* [What this task involves]
Below are records; give the number of their lines that hold the word "Zapolskiej", and write nothing more.

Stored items

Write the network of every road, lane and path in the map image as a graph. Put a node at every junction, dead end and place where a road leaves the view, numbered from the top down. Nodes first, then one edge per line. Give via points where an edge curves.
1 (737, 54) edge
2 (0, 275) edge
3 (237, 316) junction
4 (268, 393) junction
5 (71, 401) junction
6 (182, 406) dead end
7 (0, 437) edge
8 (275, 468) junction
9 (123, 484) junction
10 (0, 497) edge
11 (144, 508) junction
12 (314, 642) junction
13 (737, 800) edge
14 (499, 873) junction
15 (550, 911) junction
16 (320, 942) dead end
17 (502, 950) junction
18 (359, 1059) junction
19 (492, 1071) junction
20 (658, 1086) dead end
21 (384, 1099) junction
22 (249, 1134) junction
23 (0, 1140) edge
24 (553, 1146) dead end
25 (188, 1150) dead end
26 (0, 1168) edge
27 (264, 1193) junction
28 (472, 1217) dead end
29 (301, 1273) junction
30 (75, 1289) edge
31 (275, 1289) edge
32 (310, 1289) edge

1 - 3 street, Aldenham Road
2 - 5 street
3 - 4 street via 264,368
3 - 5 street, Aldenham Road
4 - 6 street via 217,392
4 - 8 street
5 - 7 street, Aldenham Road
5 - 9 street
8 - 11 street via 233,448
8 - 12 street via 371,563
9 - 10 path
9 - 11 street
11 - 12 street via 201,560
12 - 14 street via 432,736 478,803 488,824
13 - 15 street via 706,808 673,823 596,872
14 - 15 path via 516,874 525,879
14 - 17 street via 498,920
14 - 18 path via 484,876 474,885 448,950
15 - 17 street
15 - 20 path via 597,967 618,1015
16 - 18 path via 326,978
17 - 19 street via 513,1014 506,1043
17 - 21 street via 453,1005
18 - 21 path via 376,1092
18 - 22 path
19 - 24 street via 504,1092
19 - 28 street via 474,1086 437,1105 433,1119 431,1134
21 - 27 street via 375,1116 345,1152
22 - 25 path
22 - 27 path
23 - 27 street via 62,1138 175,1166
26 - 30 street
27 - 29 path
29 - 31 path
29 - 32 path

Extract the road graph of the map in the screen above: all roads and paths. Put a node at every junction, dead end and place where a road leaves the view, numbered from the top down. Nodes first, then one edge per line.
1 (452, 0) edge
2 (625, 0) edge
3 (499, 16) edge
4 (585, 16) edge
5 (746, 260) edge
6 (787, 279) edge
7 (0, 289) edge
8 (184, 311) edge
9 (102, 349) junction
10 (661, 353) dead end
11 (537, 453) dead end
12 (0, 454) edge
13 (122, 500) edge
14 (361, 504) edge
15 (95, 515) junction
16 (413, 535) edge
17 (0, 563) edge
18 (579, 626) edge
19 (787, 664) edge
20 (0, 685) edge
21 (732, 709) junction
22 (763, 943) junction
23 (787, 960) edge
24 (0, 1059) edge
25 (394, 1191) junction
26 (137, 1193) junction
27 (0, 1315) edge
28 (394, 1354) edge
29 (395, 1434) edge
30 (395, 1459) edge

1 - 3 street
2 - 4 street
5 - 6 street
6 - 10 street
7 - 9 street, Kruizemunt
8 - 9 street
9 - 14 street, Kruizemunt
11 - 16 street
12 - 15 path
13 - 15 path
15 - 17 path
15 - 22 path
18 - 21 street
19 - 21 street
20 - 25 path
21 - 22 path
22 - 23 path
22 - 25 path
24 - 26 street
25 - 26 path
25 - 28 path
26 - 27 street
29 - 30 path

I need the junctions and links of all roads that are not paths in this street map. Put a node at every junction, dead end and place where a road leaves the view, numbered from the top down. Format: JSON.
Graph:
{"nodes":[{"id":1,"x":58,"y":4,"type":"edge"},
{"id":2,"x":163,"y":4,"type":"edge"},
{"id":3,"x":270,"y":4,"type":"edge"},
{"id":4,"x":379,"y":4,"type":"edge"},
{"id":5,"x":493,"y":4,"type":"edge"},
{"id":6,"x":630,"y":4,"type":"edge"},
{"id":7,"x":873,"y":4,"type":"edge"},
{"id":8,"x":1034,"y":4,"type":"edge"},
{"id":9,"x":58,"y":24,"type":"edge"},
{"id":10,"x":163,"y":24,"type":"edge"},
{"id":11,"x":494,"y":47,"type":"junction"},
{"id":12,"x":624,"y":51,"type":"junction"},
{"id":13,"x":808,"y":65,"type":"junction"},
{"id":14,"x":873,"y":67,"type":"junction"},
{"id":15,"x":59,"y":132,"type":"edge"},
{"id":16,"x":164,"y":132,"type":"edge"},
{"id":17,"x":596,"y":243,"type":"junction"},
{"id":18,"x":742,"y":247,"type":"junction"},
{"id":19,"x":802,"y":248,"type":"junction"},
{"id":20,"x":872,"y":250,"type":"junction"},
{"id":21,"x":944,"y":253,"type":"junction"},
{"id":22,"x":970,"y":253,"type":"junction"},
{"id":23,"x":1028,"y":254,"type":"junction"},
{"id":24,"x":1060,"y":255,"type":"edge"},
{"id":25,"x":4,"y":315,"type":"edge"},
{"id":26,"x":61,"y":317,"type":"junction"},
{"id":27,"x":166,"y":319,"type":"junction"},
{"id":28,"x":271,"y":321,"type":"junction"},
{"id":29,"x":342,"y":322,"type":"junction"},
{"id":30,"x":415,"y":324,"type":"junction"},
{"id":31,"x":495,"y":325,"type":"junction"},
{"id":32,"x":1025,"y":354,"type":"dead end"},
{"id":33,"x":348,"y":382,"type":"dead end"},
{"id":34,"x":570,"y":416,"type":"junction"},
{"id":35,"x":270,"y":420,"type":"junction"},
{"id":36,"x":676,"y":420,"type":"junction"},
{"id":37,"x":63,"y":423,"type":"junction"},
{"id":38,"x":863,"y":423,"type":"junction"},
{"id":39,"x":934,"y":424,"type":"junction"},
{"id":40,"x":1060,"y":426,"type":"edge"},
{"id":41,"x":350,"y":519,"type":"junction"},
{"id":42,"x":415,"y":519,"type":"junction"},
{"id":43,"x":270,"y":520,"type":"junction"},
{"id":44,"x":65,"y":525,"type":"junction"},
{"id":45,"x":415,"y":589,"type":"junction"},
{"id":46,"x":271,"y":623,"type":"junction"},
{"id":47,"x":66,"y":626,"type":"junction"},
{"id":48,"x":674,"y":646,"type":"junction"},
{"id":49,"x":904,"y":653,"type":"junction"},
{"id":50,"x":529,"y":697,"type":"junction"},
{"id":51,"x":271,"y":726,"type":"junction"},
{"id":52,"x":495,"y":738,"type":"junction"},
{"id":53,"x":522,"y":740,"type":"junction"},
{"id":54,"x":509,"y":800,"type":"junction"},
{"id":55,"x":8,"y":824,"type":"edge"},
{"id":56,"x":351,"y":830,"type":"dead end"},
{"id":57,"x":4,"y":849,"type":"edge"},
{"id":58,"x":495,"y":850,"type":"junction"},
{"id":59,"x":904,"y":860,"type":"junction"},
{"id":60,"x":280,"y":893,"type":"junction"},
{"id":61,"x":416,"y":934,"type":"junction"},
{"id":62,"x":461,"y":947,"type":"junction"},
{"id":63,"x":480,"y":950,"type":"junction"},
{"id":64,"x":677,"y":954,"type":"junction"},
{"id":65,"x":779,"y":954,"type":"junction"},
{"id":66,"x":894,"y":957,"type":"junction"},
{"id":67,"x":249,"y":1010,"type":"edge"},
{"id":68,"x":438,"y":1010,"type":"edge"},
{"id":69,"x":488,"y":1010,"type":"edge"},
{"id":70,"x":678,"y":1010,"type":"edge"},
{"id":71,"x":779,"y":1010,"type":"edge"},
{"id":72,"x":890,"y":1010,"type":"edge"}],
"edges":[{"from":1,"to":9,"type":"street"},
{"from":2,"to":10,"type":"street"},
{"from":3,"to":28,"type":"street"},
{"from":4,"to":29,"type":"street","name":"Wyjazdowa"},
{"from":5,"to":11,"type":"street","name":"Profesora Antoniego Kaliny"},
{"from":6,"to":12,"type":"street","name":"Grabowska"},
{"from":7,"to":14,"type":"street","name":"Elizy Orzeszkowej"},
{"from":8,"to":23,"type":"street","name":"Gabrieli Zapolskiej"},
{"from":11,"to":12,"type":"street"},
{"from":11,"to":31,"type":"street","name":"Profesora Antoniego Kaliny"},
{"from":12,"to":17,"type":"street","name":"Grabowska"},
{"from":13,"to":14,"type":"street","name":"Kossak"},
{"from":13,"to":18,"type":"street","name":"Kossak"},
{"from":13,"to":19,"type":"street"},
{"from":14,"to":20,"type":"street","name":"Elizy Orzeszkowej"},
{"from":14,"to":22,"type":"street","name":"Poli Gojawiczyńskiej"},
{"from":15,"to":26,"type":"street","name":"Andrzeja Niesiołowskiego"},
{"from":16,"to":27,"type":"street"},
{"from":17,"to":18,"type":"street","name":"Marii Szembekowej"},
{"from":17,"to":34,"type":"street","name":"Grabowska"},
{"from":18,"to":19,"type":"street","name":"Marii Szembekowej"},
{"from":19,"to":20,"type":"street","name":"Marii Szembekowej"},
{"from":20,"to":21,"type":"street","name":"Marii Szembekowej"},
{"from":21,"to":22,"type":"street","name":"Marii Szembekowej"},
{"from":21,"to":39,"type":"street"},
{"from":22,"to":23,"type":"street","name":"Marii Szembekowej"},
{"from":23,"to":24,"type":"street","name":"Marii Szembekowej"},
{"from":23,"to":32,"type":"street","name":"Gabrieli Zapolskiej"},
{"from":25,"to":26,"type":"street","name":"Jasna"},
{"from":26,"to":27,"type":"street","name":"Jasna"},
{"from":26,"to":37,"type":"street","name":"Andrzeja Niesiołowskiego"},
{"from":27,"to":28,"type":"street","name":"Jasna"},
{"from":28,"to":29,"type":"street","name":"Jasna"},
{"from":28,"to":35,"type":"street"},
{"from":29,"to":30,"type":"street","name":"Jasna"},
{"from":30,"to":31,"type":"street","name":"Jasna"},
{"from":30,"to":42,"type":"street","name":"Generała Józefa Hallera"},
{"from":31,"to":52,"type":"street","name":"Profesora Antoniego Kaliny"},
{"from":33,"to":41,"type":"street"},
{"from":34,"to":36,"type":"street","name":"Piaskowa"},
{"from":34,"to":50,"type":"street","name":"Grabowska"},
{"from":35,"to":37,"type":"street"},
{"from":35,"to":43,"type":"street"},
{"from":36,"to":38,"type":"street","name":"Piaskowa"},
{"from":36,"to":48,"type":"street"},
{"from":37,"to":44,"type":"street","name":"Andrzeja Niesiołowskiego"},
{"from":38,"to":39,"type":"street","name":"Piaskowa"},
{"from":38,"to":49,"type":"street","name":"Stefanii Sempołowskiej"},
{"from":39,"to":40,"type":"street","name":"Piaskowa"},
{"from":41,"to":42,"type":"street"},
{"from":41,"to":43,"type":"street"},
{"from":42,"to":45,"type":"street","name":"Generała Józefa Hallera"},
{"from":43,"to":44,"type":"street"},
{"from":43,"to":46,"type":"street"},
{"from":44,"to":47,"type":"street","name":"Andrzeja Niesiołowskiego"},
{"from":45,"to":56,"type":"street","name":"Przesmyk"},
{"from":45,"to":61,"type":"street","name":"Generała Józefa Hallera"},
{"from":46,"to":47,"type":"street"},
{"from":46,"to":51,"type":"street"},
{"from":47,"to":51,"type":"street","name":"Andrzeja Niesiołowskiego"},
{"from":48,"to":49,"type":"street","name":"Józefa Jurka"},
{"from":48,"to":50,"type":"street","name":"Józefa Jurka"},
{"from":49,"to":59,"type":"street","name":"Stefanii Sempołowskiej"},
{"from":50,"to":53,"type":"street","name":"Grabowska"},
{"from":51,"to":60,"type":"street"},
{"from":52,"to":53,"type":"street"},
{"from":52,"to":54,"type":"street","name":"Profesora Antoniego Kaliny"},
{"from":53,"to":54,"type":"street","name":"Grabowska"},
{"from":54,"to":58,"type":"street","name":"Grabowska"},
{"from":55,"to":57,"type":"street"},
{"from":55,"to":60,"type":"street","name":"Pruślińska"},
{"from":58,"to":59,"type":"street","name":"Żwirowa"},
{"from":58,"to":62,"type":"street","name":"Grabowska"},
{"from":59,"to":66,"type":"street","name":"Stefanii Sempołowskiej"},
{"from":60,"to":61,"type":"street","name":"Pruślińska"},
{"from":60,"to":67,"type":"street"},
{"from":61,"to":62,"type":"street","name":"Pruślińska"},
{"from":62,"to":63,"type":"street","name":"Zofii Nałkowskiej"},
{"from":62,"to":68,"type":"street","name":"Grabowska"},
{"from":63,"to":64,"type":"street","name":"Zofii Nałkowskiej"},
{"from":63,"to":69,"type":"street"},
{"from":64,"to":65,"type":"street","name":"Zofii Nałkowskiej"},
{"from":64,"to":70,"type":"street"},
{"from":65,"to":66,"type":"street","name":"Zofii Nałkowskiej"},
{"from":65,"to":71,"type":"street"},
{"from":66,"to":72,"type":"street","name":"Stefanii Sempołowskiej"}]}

* [Written reply]
2